As California and the nation continue a steady economic recovery, employment numbers are on the rise. Both the state and the nation have replaced, in raw numbers, the number of jobs lost during the Great Recession.

But beneath the positive headlines are continuing signs of economic concern, when we look at the type of job growth we are experiencing.

Low-wage jobs are growing more quickly than high-wage jobs, and the middle class continues to be squeezed.  New numbers from the federal Labor Department show that while low-wage industries suffered only 22% of the job losses during the recession, they are responsible for 44% of the jobs that have come back since.

The results are showing elsewhere in our economy. During the current budget year, Gov. Jerry Brown’s administration estimates 11 million Caifornians will qualify for Medi-Cal. In order to qualify for the government-run health insurance, a family of three must have an income no higher than $21,000 per year.
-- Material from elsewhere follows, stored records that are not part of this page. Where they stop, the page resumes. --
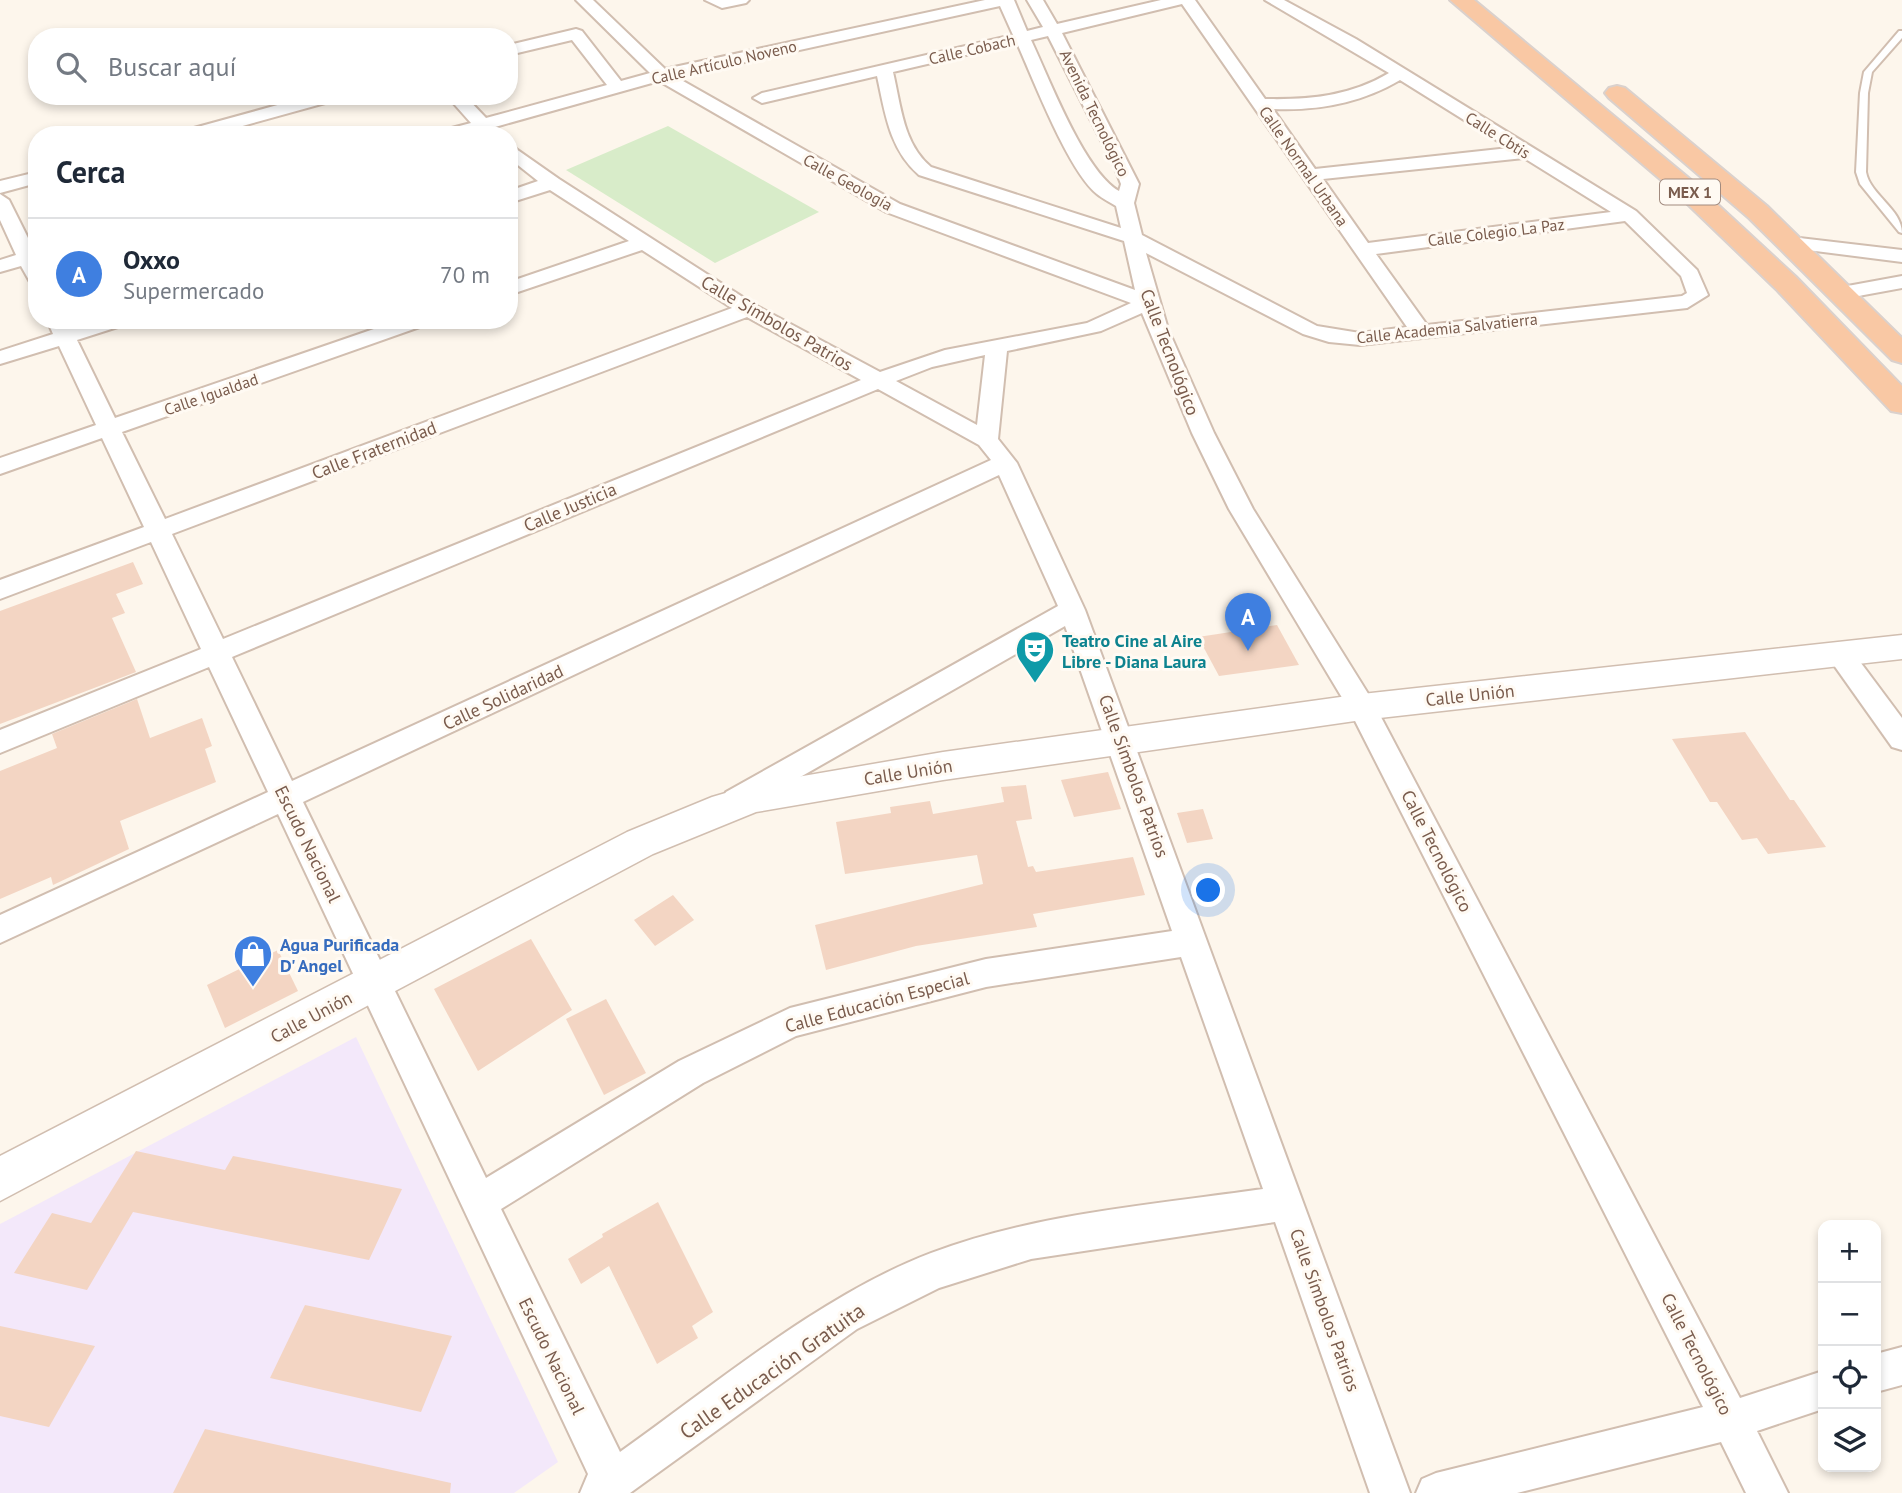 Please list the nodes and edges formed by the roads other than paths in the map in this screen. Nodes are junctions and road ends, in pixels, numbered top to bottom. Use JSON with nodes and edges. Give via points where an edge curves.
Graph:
{"nodes":[{"id":1,"x":741,"y":0,"type":"edge"},
{"id":2,"x":1005,"y":0,"type":"edge"},
{"id":3,"x":1035,"y":0,"type":"edge"},
{"id":4,"x":1184,"y":0,"type":"edge"},
{"id":5,"x":1273,"y":0,"type":"edge"},
{"id":6,"x":1461,"y":0,"type":"edge"},
{"id":7,"x":718,"y":1,"type":"edge"},
{"id":8,"x":585,"y":2,"type":"edge"},
{"id":9,"x":1054,"y":30,"type":"junction"},
{"id":10,"x":1902,"y":33,"type":"edge"},
{"id":11,"x":576,"y":34,"type":"junction"},
{"id":12,"x":1024,"y":37,"type":"junction"},
{"id":13,"x":518,"y":48,"type":"edge"},
{"id":14,"x":884,"y":70,"type":"junction"},
{"id":15,"x":1399,"y":74,"type":"junction"},
{"id":16,"x":661,"y":75,"type":"junction"},
{"id":17,"x":1578,"y":76,"type":"junction"},
{"id":18,"x":617,"y":87,"type":"junction"},
{"id":19,"x":762,"y":99,"type":"dead end"},
{"id":20,"x":1260,"y":104,"type":"junction"},
{"id":21,"x":297,"y":105,"type":"edge"},
{"id":22,"x":463,"y":105,"type":"edge"},
{"id":23,"x":222,"y":126,"type":"edge"},
{"id":24,"x":483,"y":126,"type":"edge"},
{"id":25,"x":499,"y":126,"type":"edge"},
{"id":26,"x":1526,"y":152,"type":"junction"},
{"id":27,"x":518,"y":156,"type":"edge"},
{"id":28,"x":1310,"y":174,"type":"junction"},
{"id":29,"x":28,"y":179,"type":"edge"},
{"id":30,"x":552,"y":183,"type":"junction"},
{"id":31,"x":0,"y":187,"type":"edge"},
{"id":32,"x":518,"y":194,"type":"edge"},
{"id":33,"x":0,"y":201,"type":"edge"},
{"id":34,"x":1125,"y":203,"type":"junction"},
{"id":35,"x":1629,"y":215,"type":"junction"},
{"id":36,"x":1902,"y":230,"type":"edge"},
{"id":37,"x":1133,"y":239,"type":"junction"},
{"id":38,"x":645,"y":242,"type":"junction"},
{"id":39,"x":1791,"y":243,"type":"junction"},
{"id":40,"x":28,"y":249,"type":"edge"},
{"id":41,"x":1363,"y":250,"type":"junction"},
{"id":42,"x":1902,"y":256,"type":"edge"},
{"id":43,"x":28,"y":257,"type":"edge"},
{"id":44,"x":0,"y":266,"type":"edge"},
{"id":45,"x":1902,"y":282,"type":"edge"},
{"id":46,"x":518,"y":286,"type":"edge"},
{"id":47,"x":1842,"y":293,"type":"junction"},
{"id":48,"x":1698,"y":295,"type":"joint"},
{"id":49,"x":1148,"y":302,"type":"junction"},
{"id":50,"x":748,"y":309,"type":"junction"},
{"id":51,"x":61,"y":329,"type":"edge"},
{"id":52,"x":395,"y":329,"type":"edge"},
{"id":53,"x":1421,"y":332,"type":"junction"},
{"id":54,"x":997,"y":345,"type":"junction"},
{"id":55,"x":1902,"y":354,"type":"edge"},
{"id":56,"x":0,"y":358,"type":"edge"},
{"id":57,"x":876,"y":380,"type":"junction"},
{"id":58,"x":1902,"y":404,"type":"edge"},
{"id":59,"x":109,"y":429,"type":"junction"},
{"id":60,"x":987,"y":440,"type":"junction"},
{"id":61,"x":1005,"y":463,"type":"junction"},
{"id":62,"x":0,"y":466,"type":"edge"},
{"id":63,"x":158,"y":531,"type":"junction"},
{"id":64,"x":0,"y":590,"type":"edge"},
{"id":65,"x":1072,"y":610,"type":"junction"},
{"id":66,"x":1902,"y":647,"type":"edge"},
{"id":67,"x":216,"y":653,"type":"junction"},
{"id":68,"x":1840,"y":654,"type":"junction"},
{"id":69,"x":1362,"y":707,"type":"junction"},
{"id":70,"x":1902,"y":739,"type":"edge"},
{"id":71,"x":1121,"y":740,"type":"junction"},
{"id":72,"x":0,"y":742,"type":"edge"},
{"id":73,"x":286,"y":798,"type":"junction"},
{"id":74,"x":725,"y":807,"type":"junction"},
{"id":75,"x":0,"y":930,"type":"edge"},
{"id":76,"x":1193,"y":942,"type":"junction"},
{"id":77,"x":374,"y":984,"type":"junction"},
{"id":78,"x":0,"y":1180,"type":"edge"},
{"id":79,"x":479,"y":1202,"type":"junction"},
{"id":80,"x":1286,"y":1203,"type":"junction"},
{"id":81,"x":1902,"y":1366,"type":"edge"},
{"id":82,"x":1881,"y":1372,"type":"edge"},
{"id":83,"x":1818,"y":1392,"type":"edge"},
{"id":84,"x":1731,"y":1420,"type":"junction"},
{"id":85,"x":605,"y":1487,"type":"edge"},
{"id":86,"x":1390,"y":1493,"type":"edge"},
{"id":87,"x":1436,"y":1493,"type":"edge"},
{"id":88,"x":1768,"y":1493,"type":"edge"}],
"edges":[{"from":1,"to":7,"type":"street"},
{"from":2,"to":12,"type":"street","name":"Avenida Tecnológico"},
{"from":2,"to":16,"type":"street","name":"Calle Artículo Noveno"},
{"from":3,"to":9,"type":"street","name":"Avenida Tecnológico"},
{"from":4,"to":9,"type":"street","name":"Calle Cobach"},
{"from":4,"to":20,"type":"street","name":"Calle Normal Urbana"},
{"from":5,"to":15,"type":"street","name":"Calle Cbtis"},
{"from":6,"to":17,"type":"highway","number":"MEX 1"},
{"from":8,"to":11,"type":"street"},
{"from":8,"to":16,"type":"street","name":"Calle Geología"},
{"from":9,"to":12,"type":"street","name":"Calle Cobach"},
{"from":9,"to":34,"type":"street","name":"Avenida Tecnológico","via":[[1123,166],[1130,184]]},
{"from":10,"to":36,"type":"lane","via":[[1868,72],[1861,172],[1872,195]]},
{"from":11,"to":13,"type":"street"},
{"from":11,"to":18,"type":"street"},
{"from":12,"to":14,"type":"street","name":"Calle Cobach"},
{"from":12,"to":34,"type":"street","name":"Avenida Tecnológico","via":[[1087,169],[1103,190]]},
{"from":14,"to":19,"type":"street","name":"Calle Cobach"},
{"from":14,"to":37,"type":"street","name":"Calle Academia Salvatierra","via":[[904,147],[916,165]]},
{"from":15,"to":20,"type":"street","via":[[1376,89],[1332,102]]},
{"from":15,"to":26,"type":"street","name":"Calle Cbtis"},
{"from":16,"to":18,"type":"street","name":"Calle Artículo Noveno"},
{"from":16,"to":49,"type":"street","name":"Calle Geología","via":[[893,208]]},
{"from":17,"to":39,"type":"highway","number":"MEX 1"},
{"from":17,"to":58,"type":"highway","number":"MEX 1"},
{"from":18,"to":25,"type":"street","name":"Calle Artículo Noveno"},
{"from":20,"to":28,"type":"street","name":"Calle Normal Urbana"},
{"from":21,"to":23,"type":"street"},
{"from":22,"to":24,"type":"street"},
{"from":26,"to":28,"type":"street"},
{"from":26,"to":35,"type":"street","name":"Calle Cbtis"},
{"from":27,"to":30,"type":"street","name":"Calle Símbolos Patrios"},
{"from":28,"to":41,"type":"street","name":"Calle Normal Urbana"},
{"from":29,"to":31,"type":"street"},
{"from":30,"to":32,"type":"street"},
{"from":30,"to":38,"type":"street","name":"Calle Símbolos Patrios"},
{"from":33,"to":40,"type":"street"},
{"from":34,"to":37,"type":"street","name":"Calle Tecnológico"},
{"from":35,"to":41,"type":"street","name":"Calle Colegio La Paz"},
{"from":35,"to":48,"type":"street","name":"Calle Cbtis","via":[[1690,274]]},
{"from":37,"to":49,"type":"street","name":"Calle Tecnológico"},
{"from":37,"to":53,"type":"street","name":"Calle Academia Salvatierra","via":[[1329,336],[1360,339]]},
{"from":38,"to":46,"type":"street"},
{"from":38,"to":50,"type":"street","name":"Calle Símbolos Patrios"},
{"from":39,"to":42,"type":"street"},
{"from":39,"to":47,"type":"highway","number":"MEX 1"},
{"from":41,"to":53,"type":"street","name":"Calle Normal Urbana"},
{"from":43,"to":44,"type":"street"},
{"from":45,"to":47,"type":"street"},
{"from":47,"to":55,"type":"highway","number":"MEX 1"},
{"from":48,"to":53,"type":"street","name":"Calle Academia Salvatierra","via":[[1687,302]]},
{"from":49,"to":54,"type":"street","name":"Calle Justicia","via":[[1098,326]]},
{"from":49,"to":69,"type":"street","name":"Calle Tecnológico","via":[[1178,378],[1241,509]]},
{"from":50,"to":57,"type":"street","name":"Calle Símbolos Patrios"},
{"from":50,"to":63,"type":"street","name":"Calle Fraternidad"},
{"from":51,"to":56,"type":"street"},
{"from":51,"to":59,"type":"street","name":"Escudo Nacional"},
{"from":52,"to":59,"type":"street","name":"Calle Igualdad"},
{"from":54,"to":57,"type":"street","name":"Calle Justicia","via":[[957,352]]},
{"from":54,"to":60,"type":"street"},
{"from":57,"to":60,"type":"street","name":"Calle Símbolos Patrios"},
{"from":57,"to":67,"type":"street","name":"Calle Justicia"},
{"from":59,"to":62,"type":"street","name":"Calle Igualdad"},
{"from":59,"to":63,"type":"street","name":"Escudo Nacional"},
{"from":60,"to":61,"type":"street","name":"Calle Símbolos Patrios"},
{"from":61,"to":65,"type":"street","name":"Calle Símbolos Patrios"},
{"from":61,"to":73,"type":"street","name":"Calle Solidaridad"},
{"from":63,"to":64,"type":"street","name":"Calle Fraternidad"},
{"from":63,"to":67,"type":"street","name":"Escudo Nacional"},
{"from":65,"to":71,"type":"street","name":"Calle Símbolos Patrios"},
{"from":65,"to":74,"type":"street"},
{"from":66,"to":68,"type":"street","name":"Calle Unión"},
{"from":67,"to":72,"type":"street","name":"Calle Justicia"},
{"from":67,"to":73,"type":"street","name":"Escudo Nacional"},
{"from":68,"to":69,"type":"street","name":"Calle Unión"},
{"from":68,"to":70,"type":"street"},
{"from":69,"to":71,"type":"street","name":"Calle Unión"},
{"from":69,"to":84,"type":"street","name":"Calle Tecnológico"},
{"from":71,"to":74,"type":"street","name":"Calle Unión","via":[[791,791]]},
{"from":71,"to":76,"type":"street","name":"Calle Símbolos Patrios"},
{"from":73,"to":75,"type":"street","name":"Calle Solidaridad"},
{"from":73,"to":77,"type":"street","name":"Escudo Nacional"},
{"from":74,"to":77,"type":"street","name":"Calle Unión","via":[[640,843]]},
{"from":76,"to":79,"type":"street","name":"Calle Educación Especial","via":[[986,973],[790,1023],[691,1072]]},
{"from":76,"to":80,"type":"street","name":"Calle Símbolos Patrios"},
{"from":77,"to":78,"type":"street","name":"Calle Unión"},
{"from":77,"to":79,"type":"street","name":"Escudo Nacional"},
{"from":79,"to":85,"type":"street","name":"Escudo Nacional"},
{"from":80,"to":85,"type":"street","name":"Calle Educación Gratuita","via":[[1031,1241],[933,1271],[844,1317]]},
{"from":80,"to":86,"type":"street","name":"Calle Símbolos Patrios"},
{"from":81,"to":82,"type":"street"},
{"from":83,"to":84,"type":"street"},
{"from":84,"to":87,"type":"street"},
{"from":84,"to":88,"type":"street","name":"Calle Tecnológico"}]} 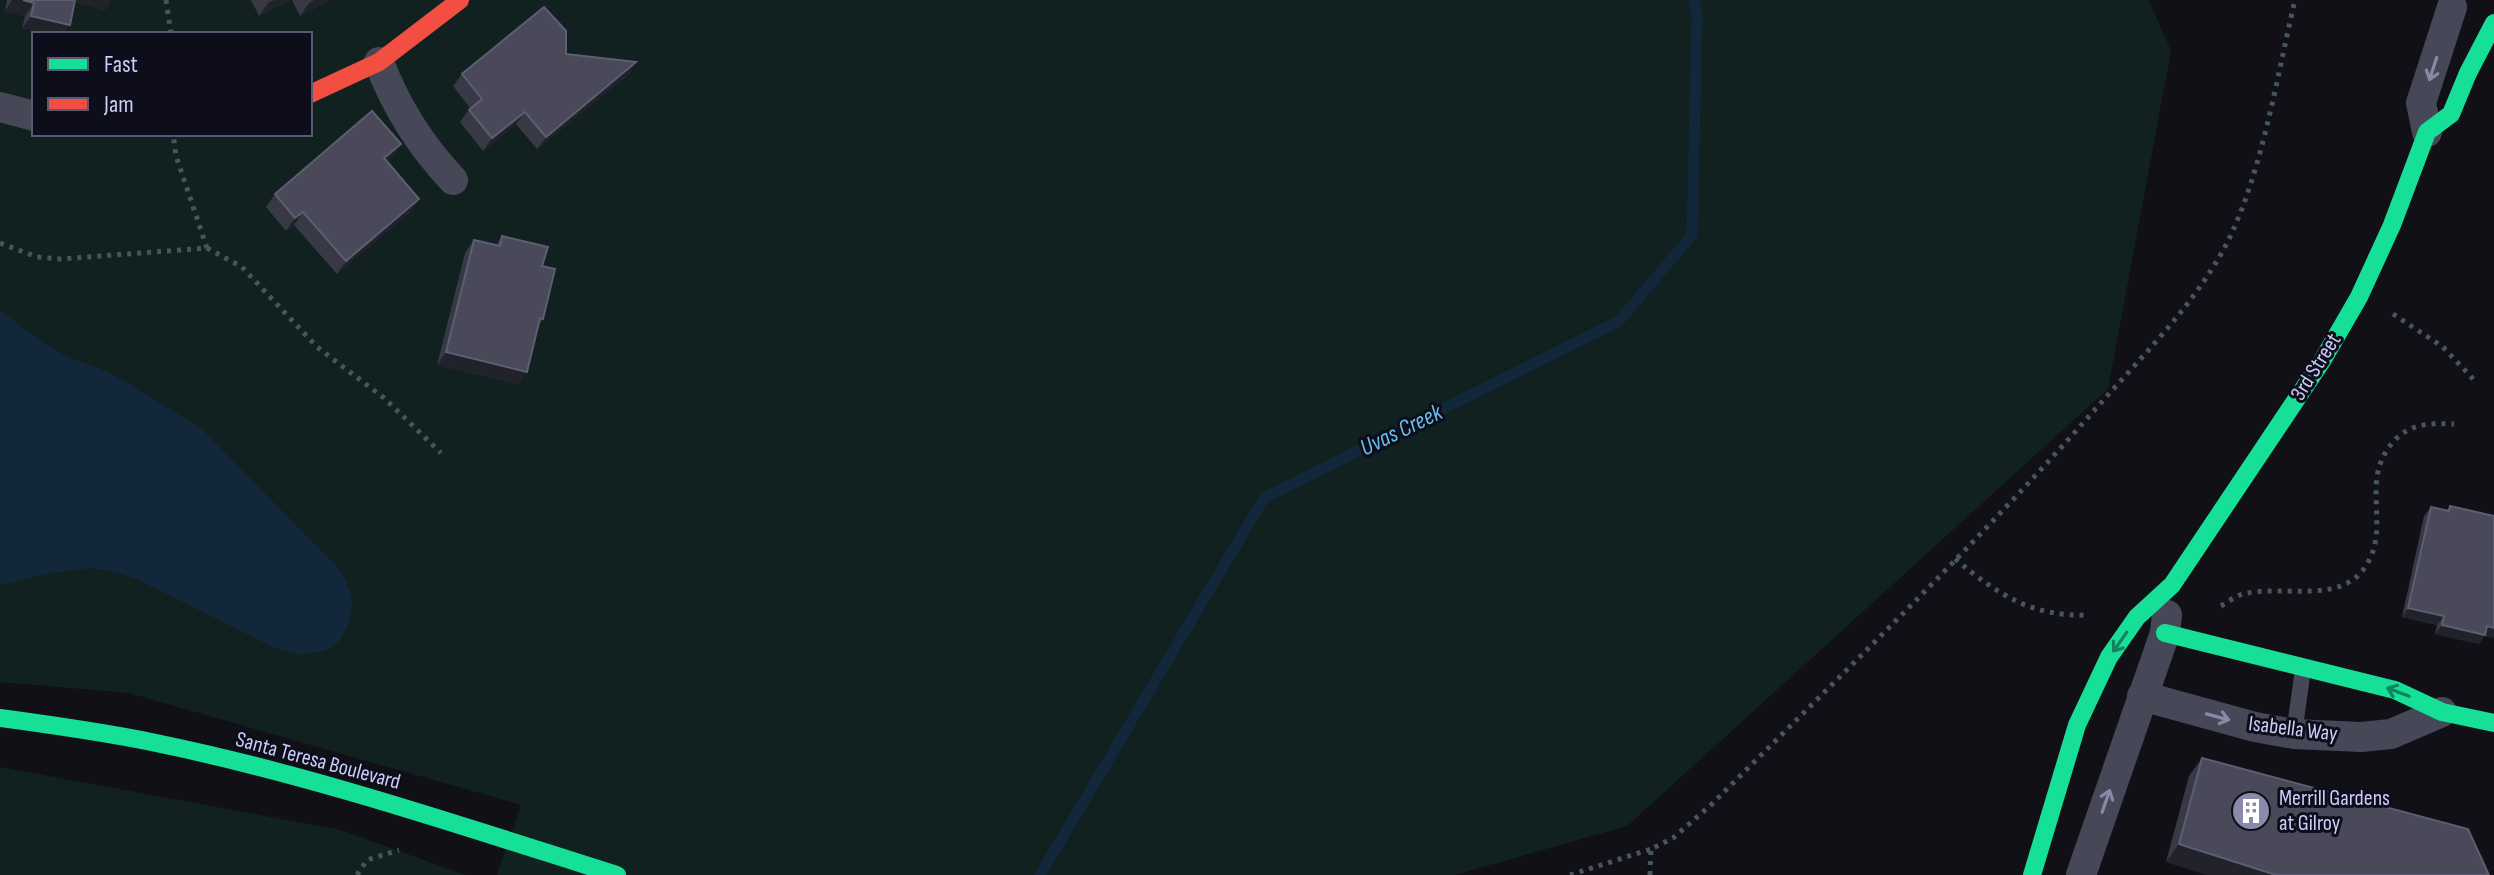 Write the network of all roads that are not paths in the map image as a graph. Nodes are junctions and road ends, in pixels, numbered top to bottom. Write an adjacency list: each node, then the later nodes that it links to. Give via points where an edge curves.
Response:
1 (460, 0): 4 (street)
2 (2449, 4): 3 (street, via 2472,19); 8 (street, 3rd Street, one-way to 8, via 2421,103)
3 (2494, 23): 8 (street, 3rd Street, via 2451,114)
4 (379, 62): 5 (street); 9 (street, via 409,124)
5 (312, 93)
6 (0, 107): 7 (street)
7 (32, 115)
8 (2427, 132): 10 (street, 3rd Street, via 2359,297)
9 (453, 180)
10 (2172, 585): 11 (street, 3rd Street); 19 (street, 3rd Street, one-way to 19, via 2137,617 2109,657 2077,725)
11 (2165, 633): 12 (street); 13 (street, 3rd Street)
12 (2303, 667): 14 (street, one-way to 12, via 2395,690); 17 (lane)
13 (2142, 696): 17 (street, Isabella Way, one-way to 17); 20 (street, 3rd Street, one-way to 13)
14 (2442, 712): 16 (street); 17 (street, Isabella Way, via 2391,734)
15 (0, 718): 18 (street, Santa Teresa Boulevard, via 72,726 229,761)
16 (2494, 723)
17 (2294, 734)
18 (617, 875)
19 (2032, 875)
20 (2081, 875)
How can we make sure good paying middle class jobs come back as part of our economic recovery, to build a more sustainable financial future for our state and our country?

One school of thought suggests we increase hiring in a sector that is known to pay livable wages, and offers generous pension and retirement plans for its workers – government.

On the National League of Cities blog, Christina McFarland writes local government hiring is on the rise. And that is a good thing.

“Cities are adding jobs at a faster clip than their counterparts in state and federal government, with the majority of recent gains in overall government employment at the local level. Healthier municipal budgets and a stronger workforce means not only more mid-wage city workers, but also better prospects for mid-wage employment in the private sector.”